# AIM OF THE EXERCISE
Only lines containing the string "Majumdar" belong in the answer; copy all of them from the entries.

# Saved entries
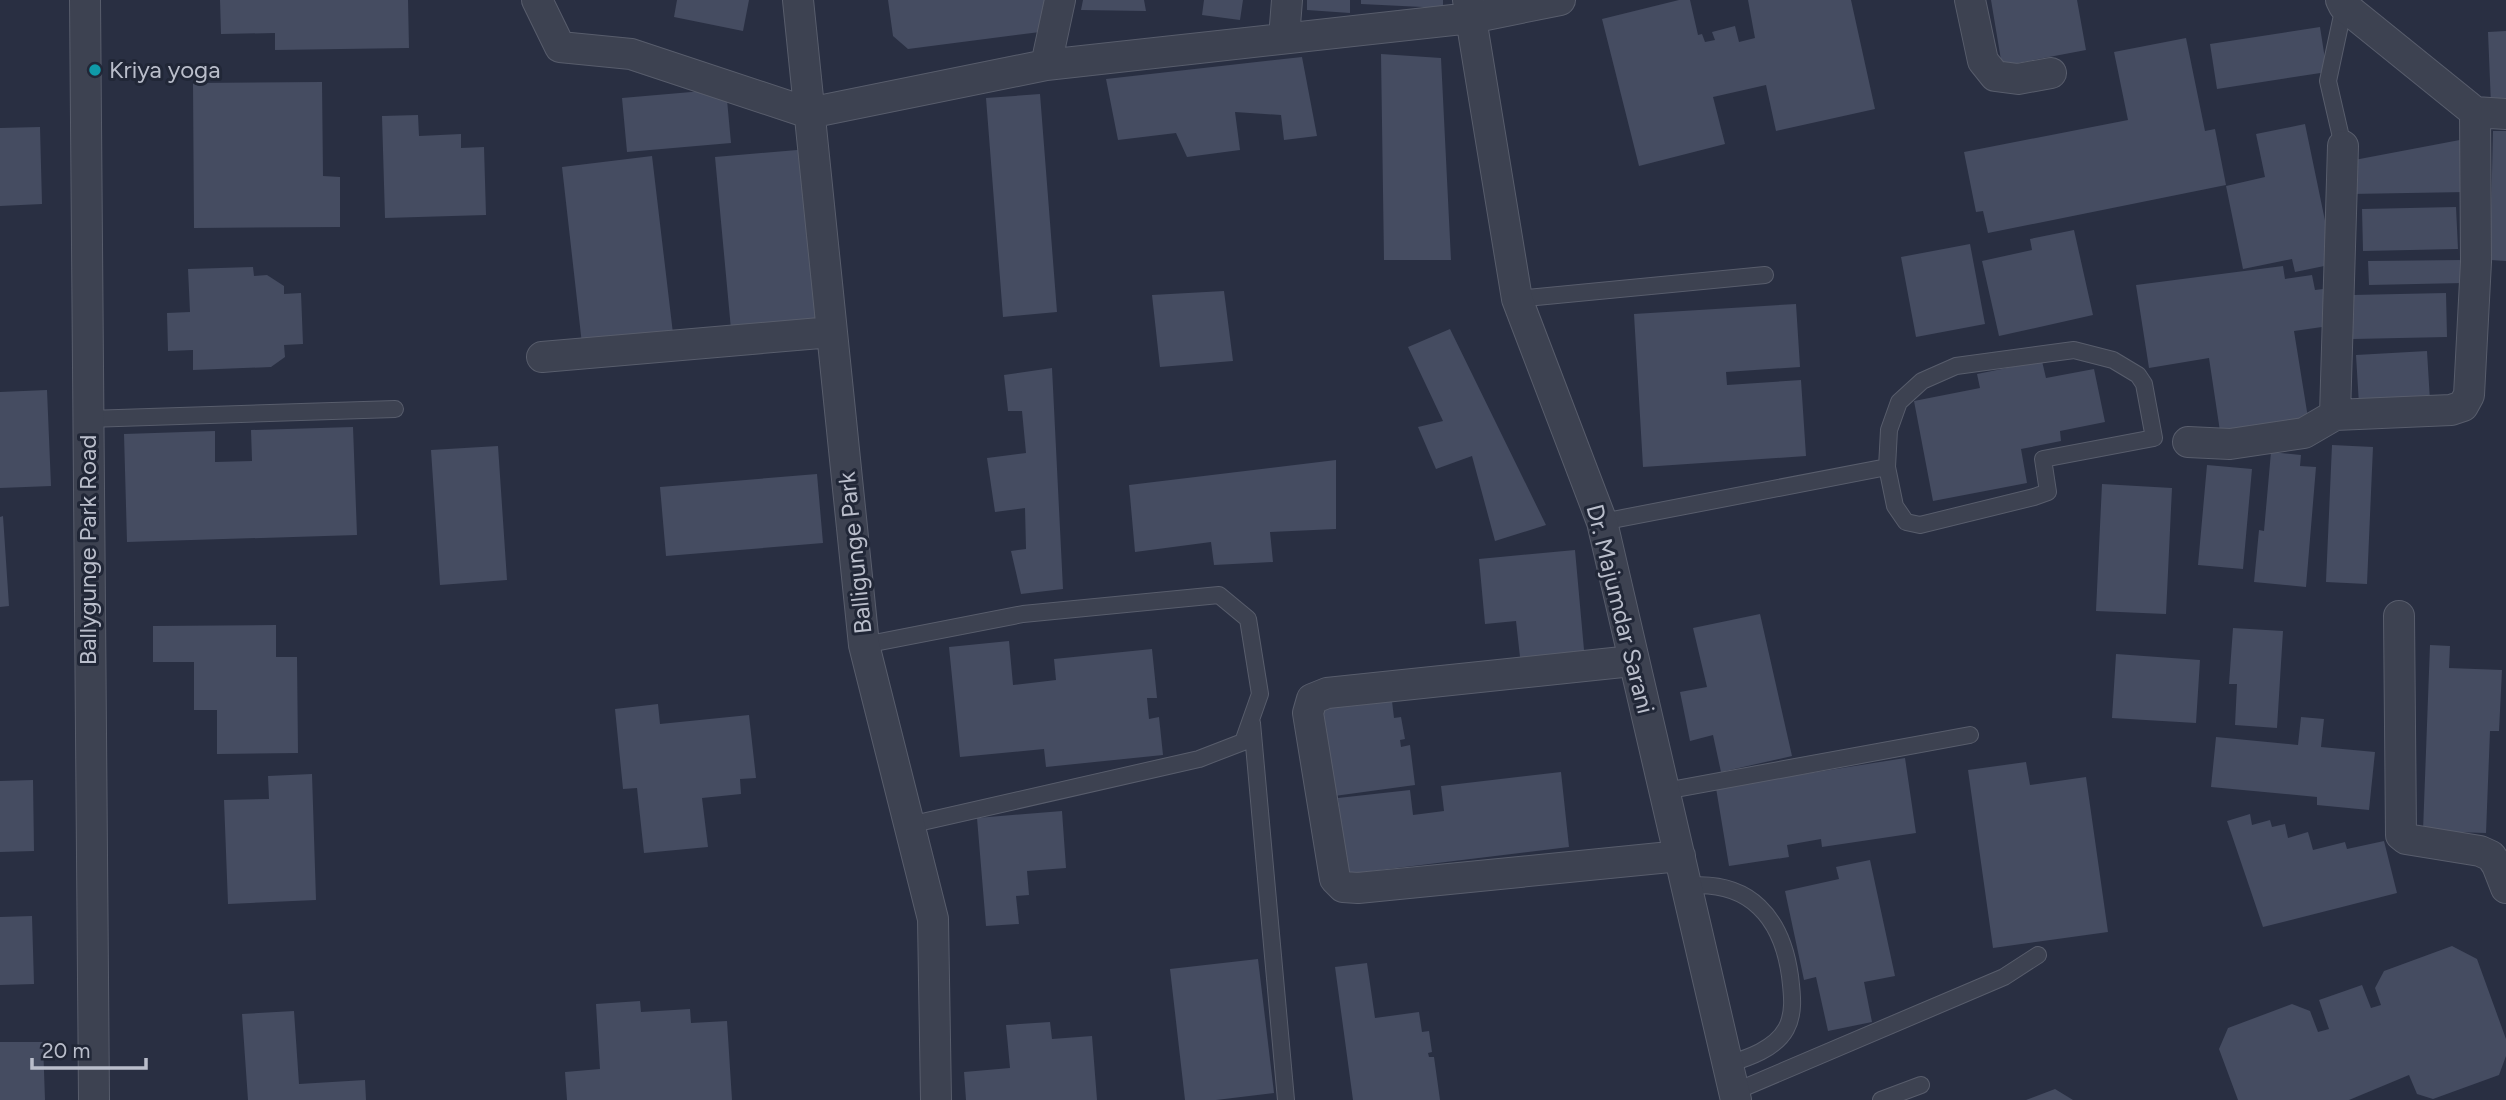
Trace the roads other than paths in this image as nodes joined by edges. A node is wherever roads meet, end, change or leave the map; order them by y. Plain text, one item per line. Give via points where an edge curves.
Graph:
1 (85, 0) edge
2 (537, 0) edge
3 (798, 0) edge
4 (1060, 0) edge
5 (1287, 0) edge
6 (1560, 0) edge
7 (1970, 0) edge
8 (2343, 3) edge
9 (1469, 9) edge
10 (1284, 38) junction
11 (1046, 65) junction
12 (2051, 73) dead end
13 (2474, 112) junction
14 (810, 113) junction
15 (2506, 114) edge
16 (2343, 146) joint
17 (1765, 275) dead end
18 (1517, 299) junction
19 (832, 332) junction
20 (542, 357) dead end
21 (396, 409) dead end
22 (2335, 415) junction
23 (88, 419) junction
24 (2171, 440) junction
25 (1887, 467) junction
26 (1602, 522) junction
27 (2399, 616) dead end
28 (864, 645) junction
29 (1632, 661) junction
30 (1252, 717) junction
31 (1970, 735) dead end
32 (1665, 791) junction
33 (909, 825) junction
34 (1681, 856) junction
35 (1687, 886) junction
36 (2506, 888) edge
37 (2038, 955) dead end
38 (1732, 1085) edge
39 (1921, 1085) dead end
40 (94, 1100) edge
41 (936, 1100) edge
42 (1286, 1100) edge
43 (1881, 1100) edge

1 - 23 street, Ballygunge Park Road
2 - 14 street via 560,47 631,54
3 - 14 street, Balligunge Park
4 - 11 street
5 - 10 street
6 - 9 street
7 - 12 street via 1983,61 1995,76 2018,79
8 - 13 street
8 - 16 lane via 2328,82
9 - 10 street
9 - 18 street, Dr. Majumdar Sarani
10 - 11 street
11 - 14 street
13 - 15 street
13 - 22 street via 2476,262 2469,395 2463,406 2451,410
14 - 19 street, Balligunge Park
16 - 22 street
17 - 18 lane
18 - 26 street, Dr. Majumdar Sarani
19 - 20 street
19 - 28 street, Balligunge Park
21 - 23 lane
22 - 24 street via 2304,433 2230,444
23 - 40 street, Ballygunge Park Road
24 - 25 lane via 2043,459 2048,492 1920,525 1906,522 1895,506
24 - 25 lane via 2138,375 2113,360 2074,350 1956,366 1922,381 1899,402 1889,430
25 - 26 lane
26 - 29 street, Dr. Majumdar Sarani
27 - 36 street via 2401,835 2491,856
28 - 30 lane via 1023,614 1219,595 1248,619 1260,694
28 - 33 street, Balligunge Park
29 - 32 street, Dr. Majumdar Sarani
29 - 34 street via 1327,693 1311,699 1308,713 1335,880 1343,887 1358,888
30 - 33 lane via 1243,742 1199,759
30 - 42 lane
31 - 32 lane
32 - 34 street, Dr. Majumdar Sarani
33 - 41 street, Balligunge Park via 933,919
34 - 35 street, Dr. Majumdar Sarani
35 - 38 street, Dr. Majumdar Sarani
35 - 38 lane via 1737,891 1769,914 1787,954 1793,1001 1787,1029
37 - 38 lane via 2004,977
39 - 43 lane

# RESULT BELOW
9 - 18 street, Dr. Majumdar Sarani
18 - 26 street, Dr. Majumdar Sarani
26 - 29 street, Dr. Majumdar Sarani
29 - 32 street, Dr. Majumdar Sarani
32 - 34 street, Dr. Majumdar Sarani
34 - 35 street, Dr. Majumdar Sarani
35 - 38 street, Dr. Majumdar Sarani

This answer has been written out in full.